**WHAT NEEDS TO BE DONE:** Copy out each line below in which the string "MALIK" appears.

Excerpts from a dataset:
+-------+

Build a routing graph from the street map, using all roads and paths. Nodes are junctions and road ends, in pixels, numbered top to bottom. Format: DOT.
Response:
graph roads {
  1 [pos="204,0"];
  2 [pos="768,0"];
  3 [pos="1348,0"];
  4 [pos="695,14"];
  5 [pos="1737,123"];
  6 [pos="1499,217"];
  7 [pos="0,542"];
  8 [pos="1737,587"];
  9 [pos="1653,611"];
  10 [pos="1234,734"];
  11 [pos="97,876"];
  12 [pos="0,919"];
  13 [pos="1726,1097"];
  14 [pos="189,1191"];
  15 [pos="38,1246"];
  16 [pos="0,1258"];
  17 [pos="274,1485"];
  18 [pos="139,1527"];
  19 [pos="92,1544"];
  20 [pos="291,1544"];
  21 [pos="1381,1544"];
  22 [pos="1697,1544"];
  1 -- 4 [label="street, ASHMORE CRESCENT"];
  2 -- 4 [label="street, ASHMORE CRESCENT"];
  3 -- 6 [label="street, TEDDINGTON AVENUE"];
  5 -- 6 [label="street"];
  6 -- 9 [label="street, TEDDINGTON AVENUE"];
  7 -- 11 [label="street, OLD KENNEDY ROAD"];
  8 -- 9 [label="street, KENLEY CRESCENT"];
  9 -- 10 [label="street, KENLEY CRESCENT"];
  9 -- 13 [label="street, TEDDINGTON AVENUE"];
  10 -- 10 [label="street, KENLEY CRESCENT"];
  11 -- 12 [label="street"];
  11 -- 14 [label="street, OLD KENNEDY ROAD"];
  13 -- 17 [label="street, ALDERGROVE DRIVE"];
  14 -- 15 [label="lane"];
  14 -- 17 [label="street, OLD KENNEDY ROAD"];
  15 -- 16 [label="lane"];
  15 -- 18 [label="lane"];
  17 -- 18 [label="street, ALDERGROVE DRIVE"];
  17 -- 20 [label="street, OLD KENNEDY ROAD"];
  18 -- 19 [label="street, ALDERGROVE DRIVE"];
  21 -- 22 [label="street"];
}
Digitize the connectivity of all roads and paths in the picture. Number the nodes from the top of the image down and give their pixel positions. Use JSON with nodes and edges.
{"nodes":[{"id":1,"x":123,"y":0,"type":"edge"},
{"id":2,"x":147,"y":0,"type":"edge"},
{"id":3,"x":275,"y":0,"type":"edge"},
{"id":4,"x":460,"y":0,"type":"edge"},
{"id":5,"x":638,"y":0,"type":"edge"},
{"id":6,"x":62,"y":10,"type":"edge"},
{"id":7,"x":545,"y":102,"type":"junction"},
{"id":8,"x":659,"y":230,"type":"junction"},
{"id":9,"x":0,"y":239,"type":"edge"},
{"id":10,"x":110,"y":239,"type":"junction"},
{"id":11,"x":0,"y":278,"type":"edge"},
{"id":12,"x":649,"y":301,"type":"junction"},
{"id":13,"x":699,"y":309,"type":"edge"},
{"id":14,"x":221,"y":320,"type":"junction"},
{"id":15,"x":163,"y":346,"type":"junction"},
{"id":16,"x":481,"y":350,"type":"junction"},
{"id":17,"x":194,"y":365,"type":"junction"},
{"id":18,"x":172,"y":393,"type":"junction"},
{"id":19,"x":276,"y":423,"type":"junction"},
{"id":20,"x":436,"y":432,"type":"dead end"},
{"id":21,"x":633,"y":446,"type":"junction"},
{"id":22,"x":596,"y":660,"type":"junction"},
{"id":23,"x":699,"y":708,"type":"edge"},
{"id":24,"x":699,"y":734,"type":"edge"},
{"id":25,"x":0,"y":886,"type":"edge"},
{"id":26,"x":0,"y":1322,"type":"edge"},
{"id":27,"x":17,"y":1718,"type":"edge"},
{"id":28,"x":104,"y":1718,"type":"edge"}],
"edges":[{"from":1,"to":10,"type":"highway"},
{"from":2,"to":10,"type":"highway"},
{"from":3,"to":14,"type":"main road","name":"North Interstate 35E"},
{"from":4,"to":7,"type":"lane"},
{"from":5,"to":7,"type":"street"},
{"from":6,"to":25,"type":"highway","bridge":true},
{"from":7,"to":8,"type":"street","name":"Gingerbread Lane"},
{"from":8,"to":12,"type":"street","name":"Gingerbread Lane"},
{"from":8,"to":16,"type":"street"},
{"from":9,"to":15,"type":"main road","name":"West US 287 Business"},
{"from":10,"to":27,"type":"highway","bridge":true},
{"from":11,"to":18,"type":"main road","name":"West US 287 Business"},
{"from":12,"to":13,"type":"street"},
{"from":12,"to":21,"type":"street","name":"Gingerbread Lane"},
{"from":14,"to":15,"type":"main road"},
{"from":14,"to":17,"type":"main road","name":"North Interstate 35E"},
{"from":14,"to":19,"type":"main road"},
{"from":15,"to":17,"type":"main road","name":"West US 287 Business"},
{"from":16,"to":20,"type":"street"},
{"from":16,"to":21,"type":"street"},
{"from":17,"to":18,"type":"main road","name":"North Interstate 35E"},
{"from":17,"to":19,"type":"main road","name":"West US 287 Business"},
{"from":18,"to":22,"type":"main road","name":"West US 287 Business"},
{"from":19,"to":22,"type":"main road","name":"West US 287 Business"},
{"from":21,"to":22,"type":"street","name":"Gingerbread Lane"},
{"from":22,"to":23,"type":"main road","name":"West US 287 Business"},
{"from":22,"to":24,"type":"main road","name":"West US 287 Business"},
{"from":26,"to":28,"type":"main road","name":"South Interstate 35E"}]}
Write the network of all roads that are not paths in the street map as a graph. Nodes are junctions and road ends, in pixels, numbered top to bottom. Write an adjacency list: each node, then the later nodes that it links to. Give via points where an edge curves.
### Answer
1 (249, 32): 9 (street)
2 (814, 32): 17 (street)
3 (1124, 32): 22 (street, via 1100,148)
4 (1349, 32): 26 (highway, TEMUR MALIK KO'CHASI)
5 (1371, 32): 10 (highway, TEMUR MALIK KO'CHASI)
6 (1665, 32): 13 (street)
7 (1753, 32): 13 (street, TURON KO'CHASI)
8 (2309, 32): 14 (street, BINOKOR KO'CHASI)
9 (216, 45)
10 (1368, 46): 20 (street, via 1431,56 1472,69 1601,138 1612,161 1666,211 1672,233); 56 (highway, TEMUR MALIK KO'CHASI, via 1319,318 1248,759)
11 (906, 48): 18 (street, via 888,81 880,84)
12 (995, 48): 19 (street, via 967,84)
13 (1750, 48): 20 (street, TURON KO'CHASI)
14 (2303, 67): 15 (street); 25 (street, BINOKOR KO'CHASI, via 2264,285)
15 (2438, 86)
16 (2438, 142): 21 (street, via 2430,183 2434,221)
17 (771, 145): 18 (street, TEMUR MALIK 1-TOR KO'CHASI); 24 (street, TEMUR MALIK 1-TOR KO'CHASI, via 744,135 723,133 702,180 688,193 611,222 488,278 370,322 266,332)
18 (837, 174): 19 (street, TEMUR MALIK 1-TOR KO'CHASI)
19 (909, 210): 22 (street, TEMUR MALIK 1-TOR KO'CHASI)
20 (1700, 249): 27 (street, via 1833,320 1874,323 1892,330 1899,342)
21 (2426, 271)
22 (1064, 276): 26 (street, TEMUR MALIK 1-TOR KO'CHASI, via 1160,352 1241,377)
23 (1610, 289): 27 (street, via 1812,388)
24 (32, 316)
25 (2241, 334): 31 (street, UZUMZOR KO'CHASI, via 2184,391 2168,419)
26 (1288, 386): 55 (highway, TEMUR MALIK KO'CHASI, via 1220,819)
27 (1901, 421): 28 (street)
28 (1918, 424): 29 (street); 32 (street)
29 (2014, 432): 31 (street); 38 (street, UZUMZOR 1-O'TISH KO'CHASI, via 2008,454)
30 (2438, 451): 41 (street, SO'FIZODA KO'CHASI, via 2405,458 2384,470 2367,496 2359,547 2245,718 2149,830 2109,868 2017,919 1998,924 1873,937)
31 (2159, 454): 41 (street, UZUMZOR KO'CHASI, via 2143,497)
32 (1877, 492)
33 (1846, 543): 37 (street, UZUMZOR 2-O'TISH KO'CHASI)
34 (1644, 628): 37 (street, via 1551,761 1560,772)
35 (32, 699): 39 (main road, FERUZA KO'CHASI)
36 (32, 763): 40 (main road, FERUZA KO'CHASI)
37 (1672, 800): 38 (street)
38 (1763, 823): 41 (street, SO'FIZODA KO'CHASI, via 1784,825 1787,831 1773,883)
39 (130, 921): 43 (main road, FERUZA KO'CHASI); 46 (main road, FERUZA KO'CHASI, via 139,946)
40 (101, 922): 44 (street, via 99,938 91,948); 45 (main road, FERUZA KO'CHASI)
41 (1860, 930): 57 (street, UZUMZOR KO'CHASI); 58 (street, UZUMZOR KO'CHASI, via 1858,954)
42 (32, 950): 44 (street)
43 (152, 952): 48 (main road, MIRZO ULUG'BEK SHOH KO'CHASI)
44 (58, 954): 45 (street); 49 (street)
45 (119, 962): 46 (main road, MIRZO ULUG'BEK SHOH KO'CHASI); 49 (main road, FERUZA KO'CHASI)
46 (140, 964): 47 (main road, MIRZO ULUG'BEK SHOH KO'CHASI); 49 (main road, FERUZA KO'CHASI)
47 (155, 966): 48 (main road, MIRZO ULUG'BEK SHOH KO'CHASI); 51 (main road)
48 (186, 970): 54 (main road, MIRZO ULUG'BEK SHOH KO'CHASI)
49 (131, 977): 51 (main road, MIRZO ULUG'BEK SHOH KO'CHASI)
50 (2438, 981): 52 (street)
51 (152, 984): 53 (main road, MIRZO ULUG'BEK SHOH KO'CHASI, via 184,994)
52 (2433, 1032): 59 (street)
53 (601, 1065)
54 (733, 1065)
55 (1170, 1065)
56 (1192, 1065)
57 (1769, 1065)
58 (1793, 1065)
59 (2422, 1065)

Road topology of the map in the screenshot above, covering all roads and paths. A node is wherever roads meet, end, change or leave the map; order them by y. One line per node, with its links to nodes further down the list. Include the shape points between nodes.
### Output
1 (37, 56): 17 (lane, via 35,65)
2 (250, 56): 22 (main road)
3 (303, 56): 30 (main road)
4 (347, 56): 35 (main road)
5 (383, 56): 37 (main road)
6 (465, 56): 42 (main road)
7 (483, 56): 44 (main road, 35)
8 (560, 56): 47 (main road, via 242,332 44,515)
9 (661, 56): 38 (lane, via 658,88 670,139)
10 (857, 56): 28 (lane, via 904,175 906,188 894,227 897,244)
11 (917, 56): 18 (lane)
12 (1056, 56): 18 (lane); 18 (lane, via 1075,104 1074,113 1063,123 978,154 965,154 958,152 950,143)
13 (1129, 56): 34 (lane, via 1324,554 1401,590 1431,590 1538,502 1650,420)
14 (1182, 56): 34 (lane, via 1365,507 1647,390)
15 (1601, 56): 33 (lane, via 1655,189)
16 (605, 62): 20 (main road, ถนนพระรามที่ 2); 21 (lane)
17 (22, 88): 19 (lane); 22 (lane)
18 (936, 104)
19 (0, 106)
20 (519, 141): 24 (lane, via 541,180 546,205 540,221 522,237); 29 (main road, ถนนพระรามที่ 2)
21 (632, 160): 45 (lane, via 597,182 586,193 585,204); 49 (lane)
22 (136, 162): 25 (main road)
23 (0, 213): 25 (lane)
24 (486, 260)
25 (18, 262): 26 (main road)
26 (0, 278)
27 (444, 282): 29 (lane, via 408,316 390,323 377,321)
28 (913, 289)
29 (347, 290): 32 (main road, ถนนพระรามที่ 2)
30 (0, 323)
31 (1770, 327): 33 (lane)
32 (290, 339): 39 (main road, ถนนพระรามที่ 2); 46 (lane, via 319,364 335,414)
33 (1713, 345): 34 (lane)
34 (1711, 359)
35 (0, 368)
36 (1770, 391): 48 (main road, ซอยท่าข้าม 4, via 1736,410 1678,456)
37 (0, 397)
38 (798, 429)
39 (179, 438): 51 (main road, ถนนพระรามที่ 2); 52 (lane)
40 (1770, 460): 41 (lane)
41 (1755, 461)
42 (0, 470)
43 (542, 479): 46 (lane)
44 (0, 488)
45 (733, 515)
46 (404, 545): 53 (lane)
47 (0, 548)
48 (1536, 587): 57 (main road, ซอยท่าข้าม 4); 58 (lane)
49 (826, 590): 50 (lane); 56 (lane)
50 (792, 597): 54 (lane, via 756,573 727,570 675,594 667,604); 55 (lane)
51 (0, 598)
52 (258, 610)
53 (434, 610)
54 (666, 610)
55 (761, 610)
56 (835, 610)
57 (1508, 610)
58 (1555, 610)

+-------+

**WRITTEN SOLUTION:**
4 (1349, 32): 26 (highway, TEMUR MALIK KO'CHASI)
5 (1371, 32): 10 (highway, TEMUR MALIK KO'CHASI)
10 (1368, 46): 20 (street, via 1431,56 1472,69 1601,138 1612,161 1666,211 1672,233); 56 (highway, TEMUR MALIK KO'CHASI, via 1319,318 1248,759)
17 (771, 145): 18 (street, TEMUR MALIK 1-TOR KO'CHASI); 24 (street, TEMUR MALIK 1-TOR KO'CHASI, via 744,135 723,133 702,180 688,193 611,222 488,278 370,322 266,332)
18 (837, 174): 19 (street, TEMUR MALIK 1-TOR KO'CHASI)
19 (909, 210): 22 (street, TEMUR MALIK 1-TOR KO'CHASI)
22 (1064, 276): 26 (street, TEMUR MALIK 1-TOR KO'CHASI, via 1160,352 1241,377)
26 (1288, 386): 55 (highway, TEMUR MALIK KO'CHASI, via 1220,819)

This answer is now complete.